O questionário não faz nenhuma referência direta ao governo Jair Bolsonaro, mas fica claro que o Copom quer saber o quanto o mercado financeiro confia na capacidade do novo presidente entregar as reformas e colocar as contas públicas em ordem.

O Copom se reúne nos dias 11 e 12 de dezembro e a expectativa geral é que mantenha os juros básicos nos atuais 6,5% ao ano. Os analistas econômicos, porém, estão ansiosos por eventuais sinalizações para os encontros seguintes do colegiado.

O andamento das reformas é a principal incerteza no caminho do Copom. Na última reunião do colegiado, impediu que baixasse a guarda na sua ameaça de subir os juros de forma prematura se o cenário inflacionário decepcionar ou se os riscos se intensificarem.

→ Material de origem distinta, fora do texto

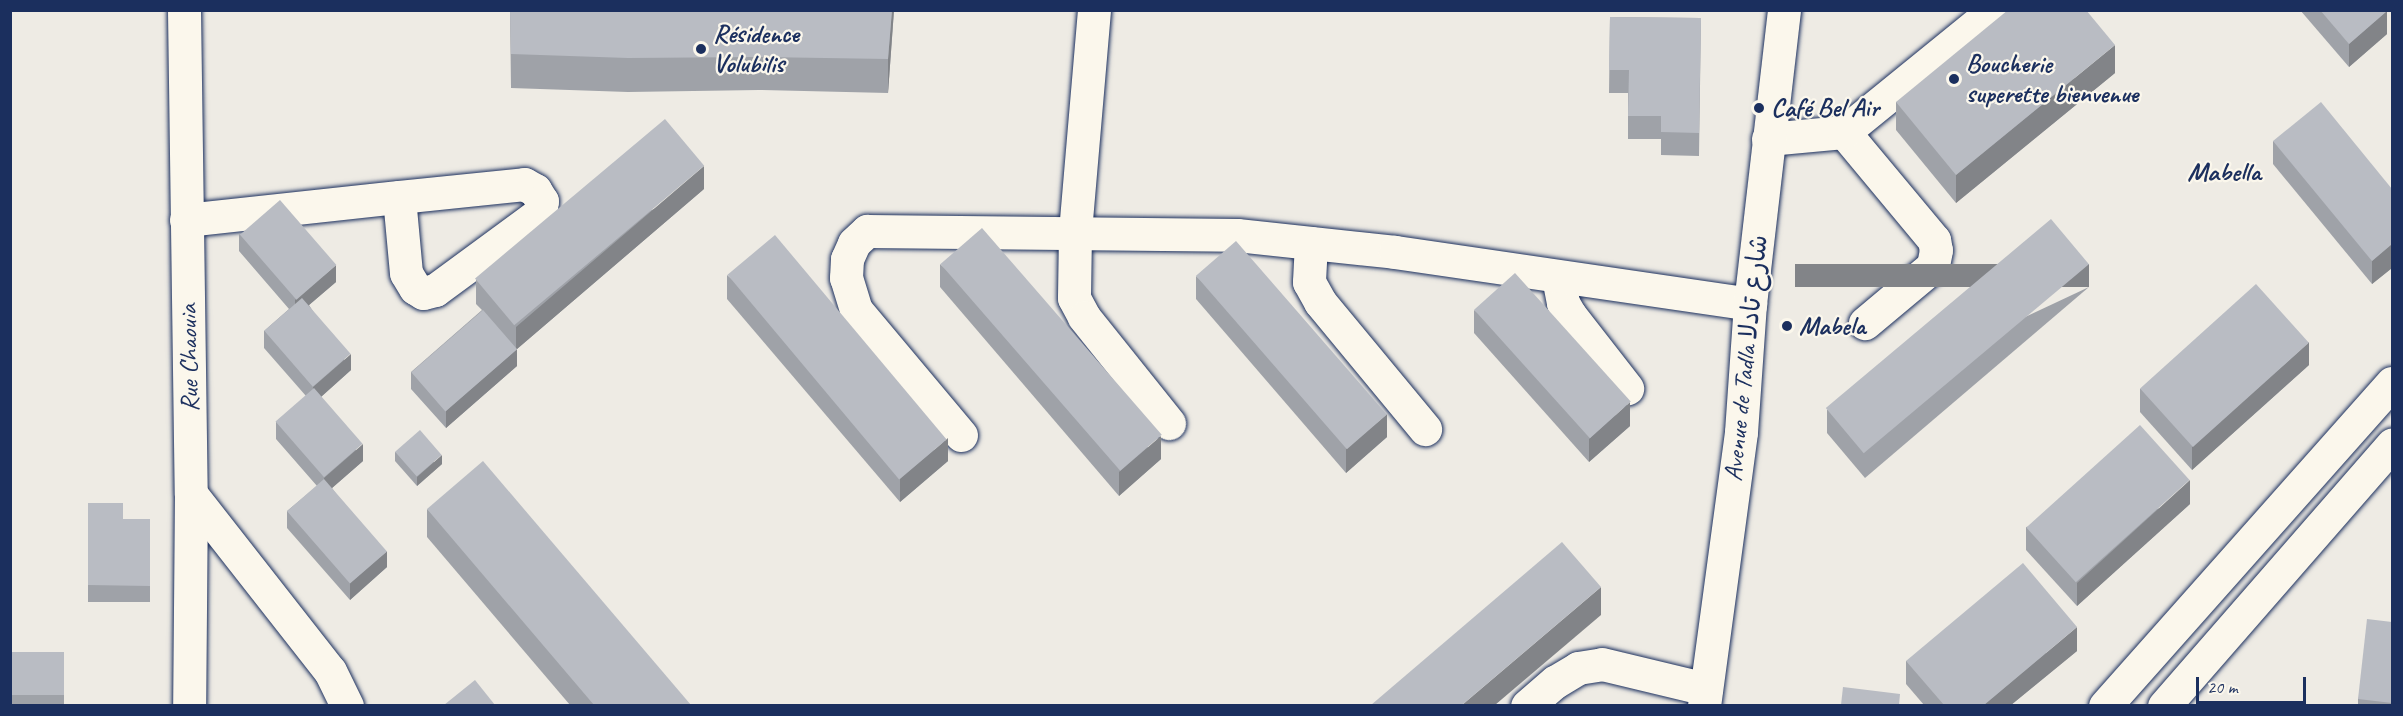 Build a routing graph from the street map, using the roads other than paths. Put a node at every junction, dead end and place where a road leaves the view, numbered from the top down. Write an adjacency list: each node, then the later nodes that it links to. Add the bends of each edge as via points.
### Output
1 (184, 10): 8 (street, Rue Chaouia)
2 (1094, 10): 9 (street)
3 (1784, 10): 6 (street, Avenue de Tadla شارع تادلا)
4 (1994, 10): 5 (street)
5 (1844, 132): 6 (street); 13 (street, via 1934,240 1936,250 1933,266)
6 (1768, 139): 12 (street, Avenue de Tadla شارع تادلا)
7 (399, 197): 8 (street)
8 (186, 220): 20 (street, Rue Chaouia)
9 (1075, 233): 10 (street, via 1237,236); 16 (street, via 1074,298 1084,317); 18 (street, via 879,230 867,231 859,237 847,259 846,278 856,310)
10 (1311, 243): 11 (street); 17 (street, via 1310,282 1320,302)
11 (1558, 277): 12 (street); 15 (street, via 1563,303 1570,315)
12 (1750, 304): 21 (street, Avenue de Tadla شارع تادلا, via 1741,432)
13 (1865, 323)
14 (2392, 382): 25 (street)
15 (1627, 388)
16 (1170, 423)
17 (1425, 429)
18 (961, 435)
19 (2392, 445): 26 (street)
20 (191, 494): 22 (street, Rue Chaouia); 23 (street, via 330,671)
21 (1705, 697): 24 (street, via 1602,664 1578,668)
22 (189, 705)
23 (346, 705)
24 (1527, 705)
25 (2105, 705)
26 (2164, 705)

Segundo as projeções de inflação divulgadas pelo BC em outubro, se não houver uma alta muito forte do dólar, em tese os juros poderiam ficar em 6,5% ao ano por mais tempo do que previa o mercado - na época, os analistas esperavam o início de um aperto gradual em maio de 2019.

Entretanto, o Copom vem tomando com uma dose de cautela suas próprias projeções, pontuando que há incertezas no horizonte. Há vários meses o BC vem citando, entre os riscos negativos, uma eventual frustração na aprovação das reformas que reduzem gastos públicos e aumentam a produtividade da economia. Esses dois componentes, juntos, ajudam a reverter a tendência de alta explosiva da dívida bruta.

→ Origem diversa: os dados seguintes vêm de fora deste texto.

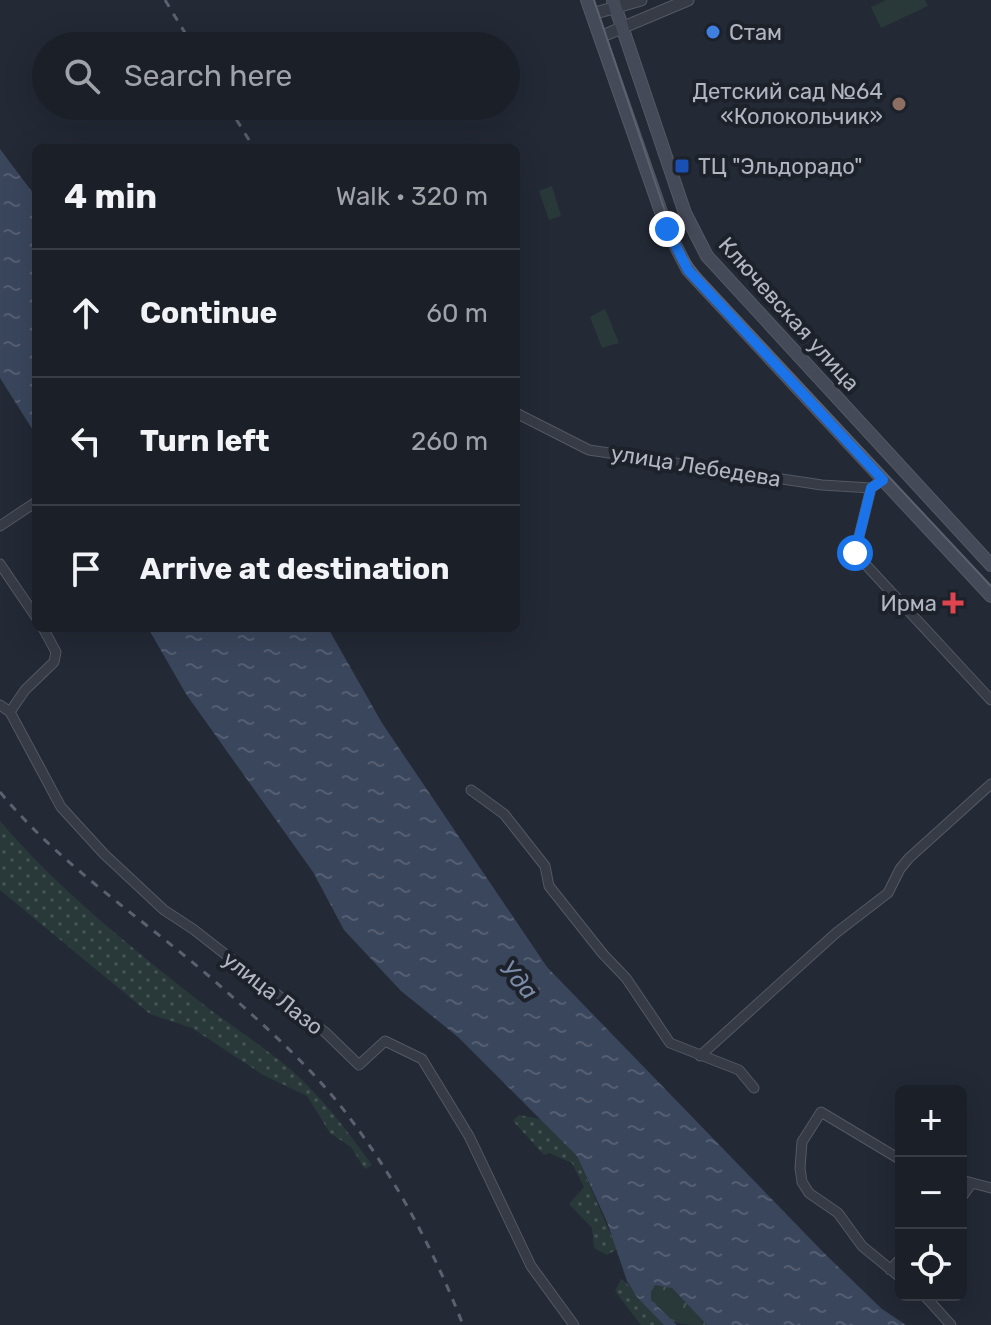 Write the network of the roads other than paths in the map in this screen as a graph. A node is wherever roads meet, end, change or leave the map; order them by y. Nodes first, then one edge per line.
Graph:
1 (587, 0) edge
2 (641, 0) edge
3 (688, 0) edge
4 (614, 3) edge
5 (592, 14) junction
6 (623, 28) junction
7 (600, 37) junction
8 (520, 415) edge
9 (883, 480) junction
10 (871, 488) junction
11 (32, 505) edge
12 (0, 526) edge
13 (0, 564) edge
14 (991, 565) edge
15 (991, 596) edge
16 (32, 611) edge
17 (45, 632) edge
18 (991, 700) edge
19 (0, 705) edge
20 (10, 712) junction
21 (991, 784) edge
22 (471, 790) dead end
23 (700, 1056) junction
24 (754, 1088) dead end
25 (896, 1157) edge
26 (967, 1182) edge
27 (972, 1183) junction
28 (991, 1188) edge
29 (967, 1190) edge
30 (895, 1265) edge
31 (890, 1270) junction
32 (895, 1274) edge
33 (929, 1301) edge
34 (574, 1325) edge
35 (951, 1325) edge

1 - 5 main road, Ключевская улица
2 - 4 street
3 - 6 street
4 - 5 street
4 - 6 main road, Ключевская улица
5 - 7 main road, Ключевская улица
6 - 7 street
6 - 14 main road, Ключевская улица
7 - 9 main road, Ключевская улица
8 - 10 street, улица Лебедева
9 - 10 street
9 - 15 main road, Ключевская улица
10 - 18 street
11 - 12 street
13 - 16 street
17 - 20 street
19 - 20 street
20 - 34 street, улица Лазо
21 - 23 street
22 - 23 street
23 - 24 street
25 - 31 street
26 - 27 street
27 - 28 street
27 - 29 street
30 - 31 street
31 - 32 street
33 - 35 street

Na sua reunião de outubro, realizada depois da vitória em segundo turno de Bolsonaro, o BC reconheceu que o balanço de riscos havia melhorado, mas não o suficiente para tornar o balanço mais simétrico, ou seja, deixar de ficar inclinado para o lado negativo.

Aparentemente, o BC quer mais tempo para medir adequadamente a capacidade do novo governo propor reformas e mobilizar a maioria necessária no Congresso para aprová-las. Com o questionário pré-Copom, quer medir melhor as expectativas do mercado acerca das reformas - talvez para avaliar o tamanho do estrago em uma eventual frustração.

A aprovação das reformas, em si, tem sobretudo efeitos no médio e longo prazos sobre a taxa neutra da economia. Já as expectativas afetam de forma instantânea os prêmios de risco e a taxa de câmbio, com efeito mais imediato sobre a trajetória de inflação e repercussão sobre a política monetária.